Cette fin d’année est aussi celle de ce gouvernement qui n’aura fait qu’enterrer un peu plus les espoirs de progrès, de justice et d’égalité. Faire de la politique ce n’est pas mentir, ce n’est pas trahir. Si on est élu sur un programme qu’on n’applique pas, comment ne pas discréditer toujours plus profondément ce qui fonde la démocratie républicaine ? On ne fait qu’alimenter le « tous pourris » et les politiques du pire. Nous ne nourrissions aucune illusion sur ce gouvernement ; nous savions que l’époque était au maigre pour les Français les plus modestes. Nous savions qu’il n’y a pas de fée à Matignon, à Bercy ou à l’Elysée pour que par baguette magique la France cesse d’être vice-championne d’Europe des dividendes servis aux actionnaires du CAC 40. Nous étions lucides. Mais nous voulions croire qu’au moins une rupture, aussi infime soit-elle, s’exercerait. Dans le soutien à une politique sociale digne de ce nom, avec un souci de maintien des moyens pour celles et ceux qui les font vivre au quotidien. Dans le soutien à la fonction publique d’Etat qui était laminée par les destructions d’emplois et parfois plus durement encore par la RGPP.

Il n’en a rien été. Bien au contraire. La loi Travail, la loi Macron, le CICE, l’ANI et autres pactes de responsabilité ont été autant de révélateurs d’une politique qui prenait un cap à peine différent de celui poursuivi lors du quinquennat précédent. Le désaveu est féroce. Mais les faits sont là, têtus. Le discrédit s’est durablement installé. Il ne sera pas levé en quelques mois, d’ici le printemps. Le mal est fait. Il est terrible dans les milieux populaires. Ce quinquennat n’a pas seulement provoqué un champ de ruines politiques au sein d’une gauche dont il ose continuer à se revendiquer. Il entraîne aussi dans son sillage une part du syndicalisme.

Nous l’avions dit en 2012. L’équipe arrivant au pouvoir n’avait pas le droit de décevoir sauf à plonger notre pays dans un désarroi profond, sauf à sombrer et avec elle tout un ensemble de forces de progrès dont les syndicats participent. Cet échec est aussi le nôtre, celui de l’impuissance des syndicats de progrès à pouvoir agir sur nos destinées en ouvrant d’autres pistes que celles des confrontations qui épuisent et nourrissent les ressentiments. Par sa méthode brutale le gouvernement a ruiné une trop large part de son propre électorat. Le formuler n’est pas l’exorciser. Le formuler c’est constater là où ça fait mal, sans s’en réjouir politiquement.

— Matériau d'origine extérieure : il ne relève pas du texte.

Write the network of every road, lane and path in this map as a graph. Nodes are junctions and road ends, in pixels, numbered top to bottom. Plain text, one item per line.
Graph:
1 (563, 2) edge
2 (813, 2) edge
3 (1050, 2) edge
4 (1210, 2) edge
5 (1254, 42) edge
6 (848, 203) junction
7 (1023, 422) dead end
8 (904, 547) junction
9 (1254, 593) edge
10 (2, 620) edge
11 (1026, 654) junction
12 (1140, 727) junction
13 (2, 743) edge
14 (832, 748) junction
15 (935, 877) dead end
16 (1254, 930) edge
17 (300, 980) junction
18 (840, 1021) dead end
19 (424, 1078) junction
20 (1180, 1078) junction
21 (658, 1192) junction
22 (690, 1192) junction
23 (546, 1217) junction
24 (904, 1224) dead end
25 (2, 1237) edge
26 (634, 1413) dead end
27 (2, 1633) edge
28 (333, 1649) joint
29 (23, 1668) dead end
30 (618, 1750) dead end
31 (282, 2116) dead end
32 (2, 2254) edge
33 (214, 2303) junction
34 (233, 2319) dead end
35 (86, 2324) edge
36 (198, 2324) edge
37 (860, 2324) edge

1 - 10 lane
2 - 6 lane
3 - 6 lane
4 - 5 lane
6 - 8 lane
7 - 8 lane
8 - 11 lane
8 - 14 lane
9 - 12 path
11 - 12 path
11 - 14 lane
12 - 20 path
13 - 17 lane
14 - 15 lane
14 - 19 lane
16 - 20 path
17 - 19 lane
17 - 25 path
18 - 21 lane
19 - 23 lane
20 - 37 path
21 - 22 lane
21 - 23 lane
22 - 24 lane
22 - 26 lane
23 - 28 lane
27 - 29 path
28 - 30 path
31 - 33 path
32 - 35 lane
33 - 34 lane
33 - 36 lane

Nous entrons dans une période pré-électorale qui sent la désolation. Il faut remettre à leur place les manipulateurs d’esprits qui voudraient nous faire croire que la suite est déjà jouée. Le traitement médiatique et politique des primaires de droite en est un révélateur. Les refrains anti-fonctionnaires, tricolores et anti migrants gargarisent les gosiers les plus hostiles aux solidarités qui protègent les pauvres. Au bal de la Finance la sécu est un trou, les retraites un fardeau, travailler plus longtemps une vertu citoyenne. En République de reniements les solidarités sont présentées comme des charges, pas comme des richesses partagées.

Dans la période électorale ouverte, les syndicats de salariés vont devoir imposer le thème d’une république sociale. Car, les sociaux-démocrates s’étant dissous dans la gestion capitaliste, ils ont rejoint François Fuyons. Une mandature « normale » a tout atomisé. Le syndicalisme doit renouer avec sa fonction première : imposer les compromis sociaux au lieu de subir la globalisation soumise à la financiarisation. Nos salaires, la sécu, l’hôpital, nos retraites doivent passer avant les profits.

Sortir de la servitude moderne : voilà un programme syndical ! Ne pas se résigner, affirmer nos idées, être avec les femmes qui marchent pour l’égalité, des collectifs qui au quotidien soutiennent des migrants au défi de l’application aveugle des lois, les syndicats et salariés qui se mobilisent pour dénoncer les politiques de licenciements, le travail en miettes, le chômage institué, pour imposer les services publics. La liste est longue.

Pour ne pas être « trumper » quand un pays n’est plus qu’une entreprise un seul programme : lutter en toute lucidité.